EL PASO, Texas -
Businessman Billy Abraham, released from prison Monday after serving a sentence for running over a man and failing to render aid, is among those who own property in the Downtown arena footprint, Jose Carlos Villalva, the city's real estate manager, said.
City Council Tuesday received update on the process to acquire properties and relocate people living in the footprint of the $180 million Multipurpose Cultural and Performing Arts Center (MPC).
The City is still waiting to hear back from seven property owners, including Abraham, Villalva said.
Mayor Oscar Leeser said the number represents a majority of the property owners.
"I think it's important we give the real number. Seven didn't sound like a lot, but we only had about ten, besides the balloon. Adding the balloon, we haven't heard from the majority of them", Leeser said.
Thje city plans to acquire a two block area south of the Downtown Convention Center for the voter-approved arena.
"Right now, we have contacted all the property owners," Villalva said, "and we're moving forward with getting the appraisals and doing the phase one assessments on all the properties."

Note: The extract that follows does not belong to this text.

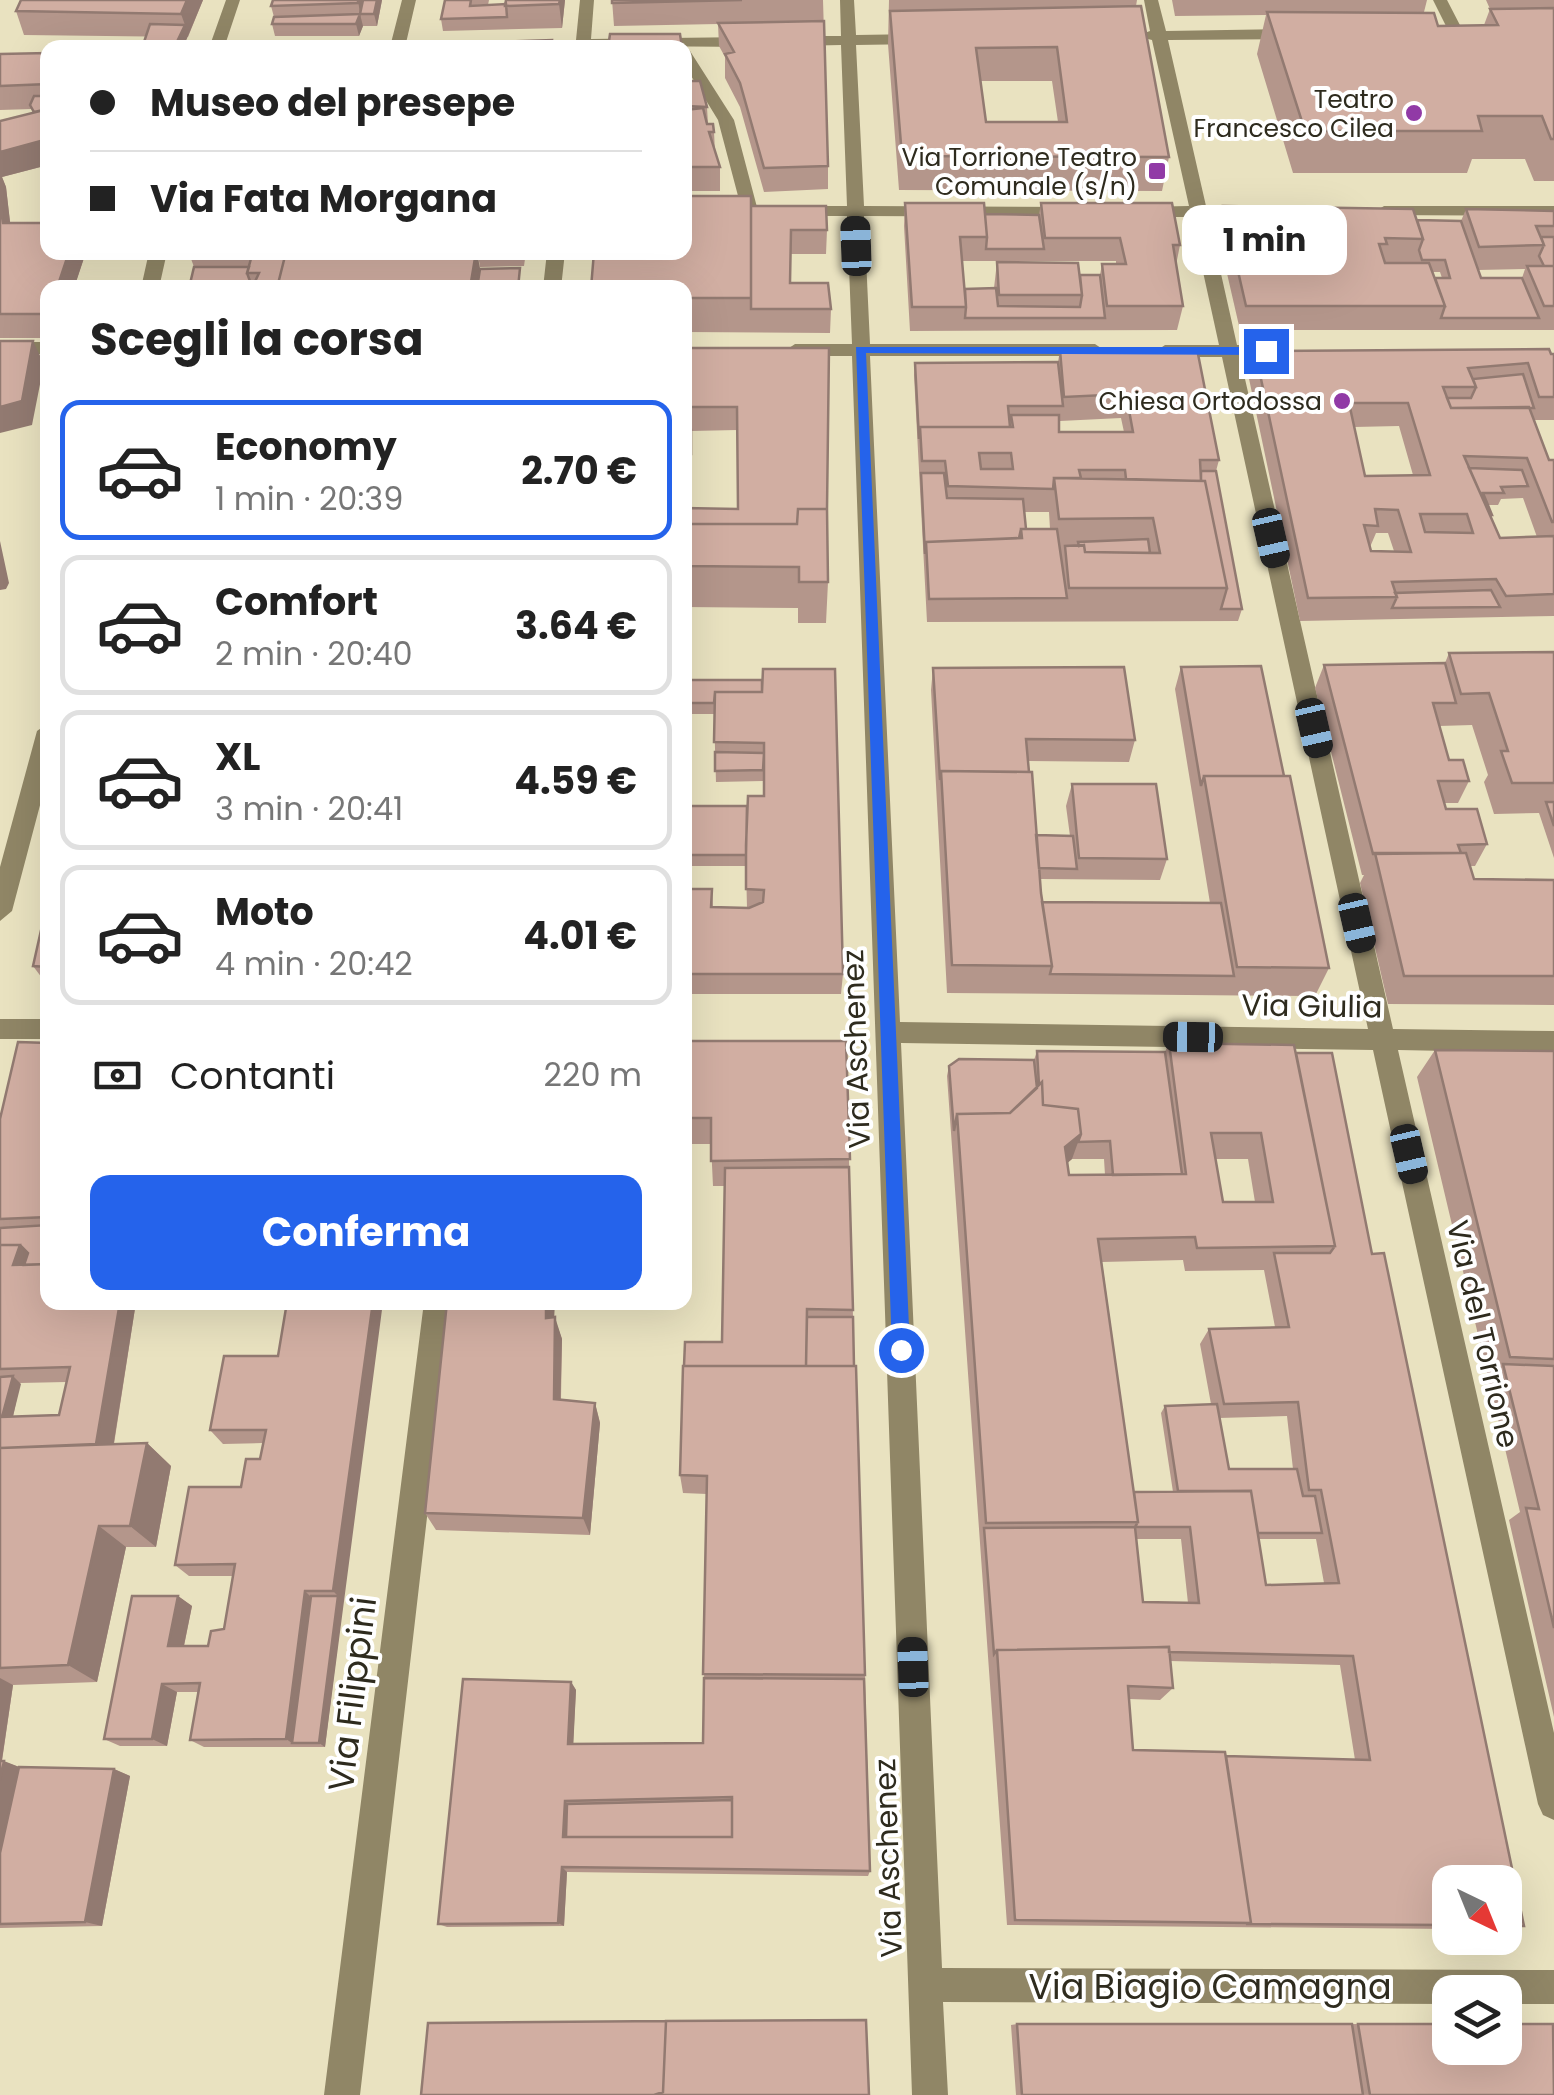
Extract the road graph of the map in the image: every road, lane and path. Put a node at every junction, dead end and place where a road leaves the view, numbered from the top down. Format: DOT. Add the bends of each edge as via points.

Villalva said independent appraisers will consider what the fair value is for residents giving up where they live for the project.
The "targeted footprint" for the arena would be bound by West San Antonio Avenue, South Santa Fe Street, West Paisano Street, and Leon Street. The city must first acquire the property before construction begins.
Residents and historical preservation advocates oppose the move, citing the neighborhood's historical buildings and cultural significance.
A few of those against the location of the downtown arena are at Tuesday's city council meeting holding up signs that read "defend the barrio" and "move the arena."
The City plans to set up a mobile site Wednesday at 400 West San Antonio, where it plans to reach out to business owners and people living in the arena footprint. Villalva will be available to speak with residents from 8 a.m. to 6 p.m. Monday through Thursday.
"The appraisal will be based on best and highest use of each property, and as such, will arrive at the fair market value," Villalva said. "Now this is done by a third party, so it's up to them. The city has no input on what the best and highest use of each property is."
Villalva said appraisers usually take 30 to 45 days to appraise properties like those in the footprint, Villalva said.